I want to collect the names of these rivers and creeks, to collect your stories, your poems, your songs so we can collectively give voice to the land living under the line Enbridge plans to draw.

People have also sent me copies of their presentations to the community oral presentations. If you'd like to add your voice, email me (sheila.peters900@gmail.com) your stories and I'll post them for you. The copyright remains with you.

All the best.
Sheila Peters

Thursday, June 4, 2015

We're still here...

To "celebrate" the anniversary of the Joint Review Panel's decision to give permission to Enbridge to proceed with its plans to build the Northern Gateway pipelines, Friends of Morice-Bulkley and the Wet'suwet'en chiefs are hosting an event to celebrate healthy rivers and wild salmon and to send out a friendly reminder that the opposition has not gone away. Saturday, June 13, 2015 from 12 - 2 in Bovill Square in Smithers.

Plus, if you enjoyed Jennifer Skin Wickham's poem in an earlier posting, you might want to check out the interview I did with her on my Smithers Community Radio show In the Shadow of the Mountain about a month ago.

Tuesday, December 2, 2014

The Elephant in the Room

It's been pretty quiet here for the past few months because I've been doing a book tour for my latest book, Shafted: A Mystery, helping launch a great book of poetry, Second Growth, by Fabienne Calvert Filteau and trying to keep track (and failing) of all the LNG pipeline proposals in the northwest. (Check out the Madii lii camp on the Suskwa and the No More Pipelines website for ways in which people are resisting that boondoggle.)

But I had to take the time to thank John Vaillant for his article The Gorilla on Burnaby Mountain in today's The Tyee.
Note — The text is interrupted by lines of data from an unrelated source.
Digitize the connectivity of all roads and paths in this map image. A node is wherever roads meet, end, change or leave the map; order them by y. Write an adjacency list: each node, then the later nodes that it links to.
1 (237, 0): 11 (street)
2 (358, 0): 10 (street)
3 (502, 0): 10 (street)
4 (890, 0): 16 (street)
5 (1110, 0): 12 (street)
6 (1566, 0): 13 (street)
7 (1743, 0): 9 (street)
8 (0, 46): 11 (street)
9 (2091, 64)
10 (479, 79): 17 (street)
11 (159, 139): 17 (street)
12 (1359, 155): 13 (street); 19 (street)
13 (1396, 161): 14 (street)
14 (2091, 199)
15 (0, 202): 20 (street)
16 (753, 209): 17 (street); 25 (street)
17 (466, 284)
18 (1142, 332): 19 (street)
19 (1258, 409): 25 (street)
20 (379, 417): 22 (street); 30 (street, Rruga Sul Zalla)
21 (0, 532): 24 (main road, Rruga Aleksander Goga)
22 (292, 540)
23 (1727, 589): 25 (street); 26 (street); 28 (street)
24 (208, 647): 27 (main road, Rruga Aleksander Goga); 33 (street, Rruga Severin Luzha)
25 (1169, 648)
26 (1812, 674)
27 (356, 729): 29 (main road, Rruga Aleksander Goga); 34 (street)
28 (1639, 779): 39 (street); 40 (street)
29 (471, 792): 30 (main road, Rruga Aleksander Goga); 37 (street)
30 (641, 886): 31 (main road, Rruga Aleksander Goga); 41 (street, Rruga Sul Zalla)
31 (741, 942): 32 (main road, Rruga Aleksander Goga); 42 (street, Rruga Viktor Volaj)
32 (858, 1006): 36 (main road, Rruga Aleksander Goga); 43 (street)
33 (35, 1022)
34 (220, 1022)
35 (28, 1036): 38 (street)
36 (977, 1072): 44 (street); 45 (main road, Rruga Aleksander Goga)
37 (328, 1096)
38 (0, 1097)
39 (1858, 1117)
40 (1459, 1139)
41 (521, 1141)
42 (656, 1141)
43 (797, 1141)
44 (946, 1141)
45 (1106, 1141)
And of course thanks to The Tyee for being another voice in the room along with that elephant.

Vaillant argues that Canada should take a lead on alternative energy rather than subsidizing fossil fuel industries and subverting our democratic values to support their projects.

Saturday, August 9, 2014

Engussi Wedzin Kwah by Jennifer Wickham


Thanks to our new library director, Wendy Wright for telling me about Jennifer Wickham's amazing poetry in I'm a Real Skin - the Smithers library has a copy, you can buy it at Mountain Eagle Books in Smithers, and you can source it from Jennifer's webpage. 
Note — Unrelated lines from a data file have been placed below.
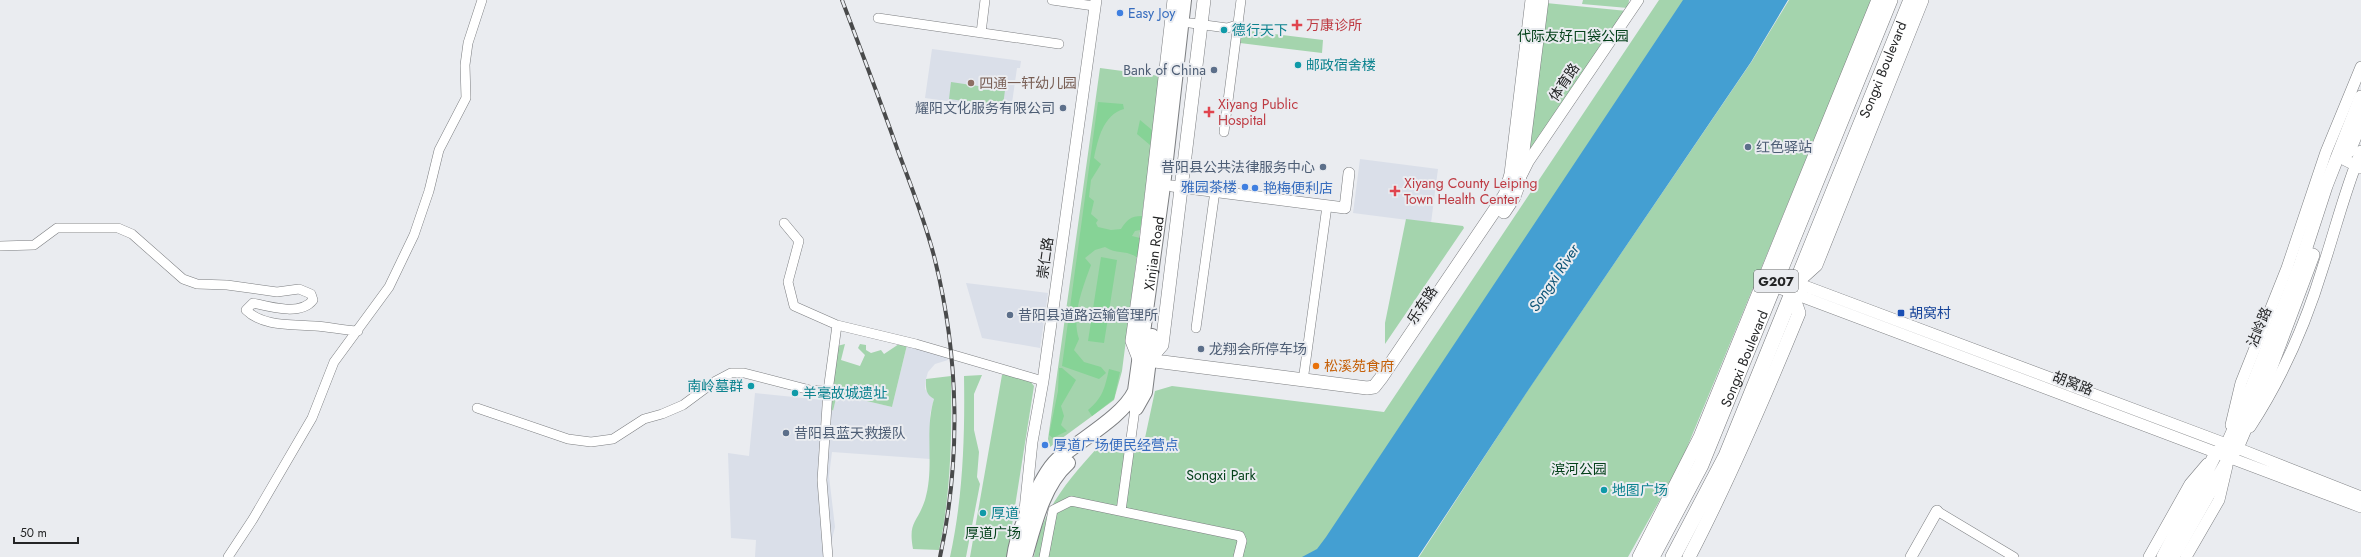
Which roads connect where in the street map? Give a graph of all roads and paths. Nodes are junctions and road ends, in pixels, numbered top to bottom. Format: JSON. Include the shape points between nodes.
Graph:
{"nodes":[{"id":1,"x":482,"y":0,"type":"edge"},
{"id":2,"x":985,"y":0,"type":"edge"},
{"id":3,"x":1052,"y":0,"type":"edge"},
{"id":4,"x":1174,"y":0,"type":"edge"},
{"id":5,"x":1184,"y":0,"type":"edge"},
{"id":6,"x":1194,"y":0,"type":"edge"},
{"id":7,"x":1204,"y":0,"type":"edge"},
{"id":8,"x":1240,"y":0,"type":"edge"},
{"id":9,"x":1532,"y":0,"type":"edge"},
{"id":10,"x":1542,"y":0,"type":"edge"},
{"id":11,"x":1638,"y":0,"type":"edge"},
{"id":12,"x":1878,"y":0,"type":"edge"},
{"id":13,"x":1890,"y":0,"type":"edge"},
{"id":14,"x":1911,"y":0,"type":"edge"},
{"id":15,"x":1922,"y":0,"type":"edge"},
{"id":16,"x":1095,"y":3,"type":"edge"},
{"id":17,"x":878,"y":18,"type":"dead end"},
{"id":18,"x":1196,"y":24,"type":"junction"},
{"id":19,"x":1237,"y":25,"type":"junction"},
{"id":20,"x":981,"y":33,"type":"junction"},
{"id":21,"x":1059,"y":44,"type":"dead end"},
{"id":22,"x":2361,"y":67,"type":"edge"},
{"id":23,"x":1851,"y":83,"type":"junction"},
{"id":24,"x":2361,"y":97,"type":"edge"},
{"id":25,"x":2358,"y":119,"type":"edge"},
{"id":26,"x":1224,"y":132,"type":"dead end"},
{"id":27,"x":2361,"y":152,"type":"edge"},
{"id":28,"x":2354,"y":165,"type":"edge"},
{"id":29,"x":1349,"y":172,"type":"dead end"},
{"id":30,"x":1519,"y":183,"type":"junction"},
{"id":31,"x":1176,"y":186,"type":"junction"},
{"id":32,"x":1215,"y":191,"type":"junction"},
{"id":33,"x":1327,"y":206,"type":"junction"},
{"id":34,"x":784,"y":222,"type":"dead end"},
{"id":35,"x":0,"y":246,"type":"edge"},
{"id":36,"x":1776,"y":281,"type":"junction"},
{"id":37,"x":1794,"y":288,"type":"junction"},
{"id":38,"x":837,"y":325,"type":"junction"},
{"id":39,"x":1196,"y":328,"type":"dead end"},
{"id":40,"x":358,"y":331,"type":"junction"},
{"id":41,"x":1144,"y":364,"type":"junction"},
{"id":42,"x":1043,"y":381,"type":"junction"},
{"id":43,"x":1303,"y":381,"type":"junction"},
{"id":44,"x":828,"y":391,"type":"junction"},
{"id":45,"x":476,"y":408,"type":"dead end"},
{"id":46,"x":1135,"y":409,"type":"junction"},
{"id":47,"x":2231,"y":450,"type":"junction"},
{"id":48,"x":2216,"y":453,"type":"junction"},
{"id":49,"x":2361,"y":497,"type":"edge"},
{"id":50,"x":2361,"y":507,"type":"edge"},
{"id":51,"x":1121,"y":511,"type":"junction"},
{"id":52,"x":1938,"y":511,"type":"joint"},
{"id":53,"x":1024,"y":521,"type":"junction"},
{"id":54,"x":228,"y":557,"type":"edge"},
{"id":55,"x":828,"y":557,"type":"edge"},
{"id":56,"x":1014,"y":557,"type":"edge"},
{"id":57,"x":1025,"y":557,"type":"edge"},
{"id":58,"x":1044,"y":557,"type":"edge"},
{"id":59,"x":1238,"y":557,"type":"edge"},
{"id":60,"x":1639,"y":557,"type":"edge"},
{"id":61,"x":1652,"y":557,"type":"edge"},
{"id":62,"x":1674,"y":557,"type":"edge"},
{"id":63,"x":1689,"y":557,"type":"edge"},
{"id":64,"x":1911,"y":557,"type":"edge"},
{"id":65,"x":2014,"y":557,"type":"edge"},
{"id":66,"x":2149,"y":557,"type":"edge"},
{"id":67,"x":2163,"y":557,"type":"edge"},
{"id":68,"x":2173,"y":557,"type":"edge"},
{"id":69,"x":2186,"y":557,"type":"edge"}],
"edges":[{"from":1,"to":40,"type":"street","via":[[468,43],[465,65],[466,98],[439,150],[414,235],[389,287]]},
{"from":2,"to":20,"type":"street"},
{"from":3,"to":16,"type":"street"},
{"from":4,"to":41,"type":"main road","via":[[1132,341]]},
{"from":5,"to":41,"type":"main road","name":"Xinjian Road"},
{"from":6,"to":18,"type":"main road","name":"Xinjian Road"},
{"from":7,"to":18,"type":"main road"},
{"from":8,"to":19,"type":"street"},
{"from":9,"to":43,"type":"main road","name":"乐东路","via":[[1511,174],[1505,195],[1374,387]]},
{"from":10,"to":30,"type":"main road","name":"乐东路"},
{"from":11,"to":30,"type":"street","name":"体育路","via":[[1528,162]]},
{"from":12,"to":23,"type":"main road"},
{"from":13,"to":23,"type":"highway","name":"Songxi Boulevard","number":"G207"},
{"from":14,"to":37,"type":"highway","name":"Songxi Boulevard","number":"G207"},
{"from":15,"to":37,"type":"main road","via":[[1816,265]]},
{"from":16,"to":42,"type":"street","name":"崇仁路"},
{"from":17,"to":20,"type":"street"},
{"from":18,"to":19,"type":"street","via":[[1227,28]]},
{"from":18,"to":31,"type":"main road","name":"Xinjian Road"},
{"from":19,"to":26,"type":"street"},
{"from":20,"to":21,"type":"street"},
{"from":22,"to":47,"type":"street","via":[[2326,152],[2287,268],[2241,383]]},
{"from":23,"to":36,"type":"highway","name":"Songxi Boulevard","number":"G207"},
{"from":23,"to":60,"type":"main road","via":[[1700,437]]},
{"from":24,"to":25,"type":"main road","name":"沾岭路"},
{"from":25,"to":28,"type":"main road","name":"沾岭路"},
{"from":25,"to":47,"type":"main road","name":"沾岭路","via":[[2326,186],[2300,266]]},
{"from":27,"to":28,"type":"street"},
{"from":28,"to":47,"type":"main road","name":"沾岭路"},
{"from":29,"to":33,"type":"street","via":[[1345,208]]},
{"from":30,"to":41,"type":"main road","name":"乐东路","via":[[1514,197],[1379,394],[1366,397]]},
{"from":31,"to":32,"type":"street"},
{"from":31,"to":41,"type":"main road","name":"Xinjian Road"},
{"from":32,"to":33,"type":"street"},
{"from":32,"to":39,"type":"street"},
{"from":33,"to":43,"type":"street"},
{"from":34,"to":38,"type":"street","via":[[799,241],[788,282],[794,306]]},
{"from":35,"to":40,"type":"street","via":[[34,245],[57,228],[118,228],[132,234],[183,279],[197,284],[277,292],[299,289],[311,294],[313,300],[309,305],[296,309],[253,303],[246,310],[251,315],[286,325]]},
{"from":36,"to":37,"type":"street","name":"胡窝路"},
{"from":36,"to":61,"type":"highway","name":"Songxi Boulevard","number":"G207","via":[[1701,466]]},
{"from":37,"to":47,"type":"street","name":"胡窝路"},
{"from":37,"to":48,"type":"street","name":"胡窝路"},
{"from":37,"to":62,"type":"highway","name":"Songxi Boulevard","number":"G207","via":[[1726,456]]},
{"from":37,"to":63,"type":"main road","via":[[1799,313],[1759,412]]},
{"from":38,"to":42,"type":"street","via":[[916,344]]},
{"from":38,"to":44,"type":"street"},
{"from":40,"to":54,"type":"street","via":[[334,362],[312,418]]},
{"from":41,"to":43,"type":"main road","name":"乐东路"},
{"from":41,"to":46,"type":"main road","name":"Xinjian Road","via":[[1145,392]]},
{"from":41,"to":53,"type":"main road","name":"Xinjian Road","via":[[1132,398],[1124,408],[1056,461],[1043,480]]},
{"from":42,"to":53,"type":"street","name":"崇仁路","via":[[1032,442]]},
{"from":44,"to":45,"type":"street","via":[[810,390],[744,374],[731,374],[714,382],[683,404],[644,419],[613,439],[591,442],[568,439]]},
{"from":44,"to":55,"type":"street","via":[[822,480]]},
{"from":46,"to":51,"type":"street"},
{"from":46,"to":57,"type":"main road","name":"Xinjian Road","via":[[1062,468],[1042,505]]},
{"from":47,"to":48,"type":"main road"},
{"from":47,"to":49,"type":"street","name":"胡窝路"},
{"from":47,"to":50,"type":"street","name":"胡窝路"},
{"from":47,"to":68,"type":"main road","name":"沾岭路"},
{"from":47,"to":69,"type":"street","via":[[2219,500]]},
{"from":48,"to":66,"type":"street","via":[[2190,484]]},
{"from":48,"to":67,"type":"main road"},
{"from":51,"to":58,"type":"street","via":[[1071,502],[1053,510]]},
{"from":51,"to":59,"type":"street","via":[[1240,536],[1242,541]]},
{"from":52,"to":64,"type":"street"},
{"from":52,"to":65,"type":"street"},
{"from":53,"to":56,"type":"main road","name":"Xinjian Road"}]}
Jennifer has given me permission to post her poem about the river many of us call the Morice or Bulkley.

She is my healer
a  consoling friend
a life giver, a grandmother
a sister to the ancient ones
she heard the songs and touched the skin
of the Original Wet'suwet'en
sacred knowledge in every drop,
but we forgot
we try to listen with our ears
time has made us deaf to her
there's too much background noise.
the smog is in our souls

shhhhhh.....can you hear her cry for you?

I need a job, I need a new car
I just bought a new eco-friendly travel mug from *fill in the blank*...
It's funny right?
The love of my life is not my cell phone
a flat screen tv or my shoes

Engussi Wedzin Kwah!

I don't need to tell you how beautiful she is
how her clear blue/green sparkles in the sun
or how her glacial currents take your breath away
and jump starts your soul and very cell in your body
how her voice sings you alive
this isn't that kind of love poem

Let's get back to listening....

What are the names of your rivers?
Can you hear them inside you?
Let's resurrect those words together
ALL our words, all at once
I want to feel all those hard and soft sounds
hitting me at the same time
just let me absorb the words of our ancestors
like Wedzin Kwah
but I'm not a river

I am a Wet'suwet'en woman
my purpose is clear

Like ancient protocol and boundaries
I'll show you where the line is
we were born her guardians
warriors watch over Wedzin Kwah

Thursday, July 24, 2014

Dakota Fracking Oil

Last year, I wrote a post, Bound For Glory, after travelling through North Dakota on our way home from southern Ontario about the visible impacts of the industry on the landscape.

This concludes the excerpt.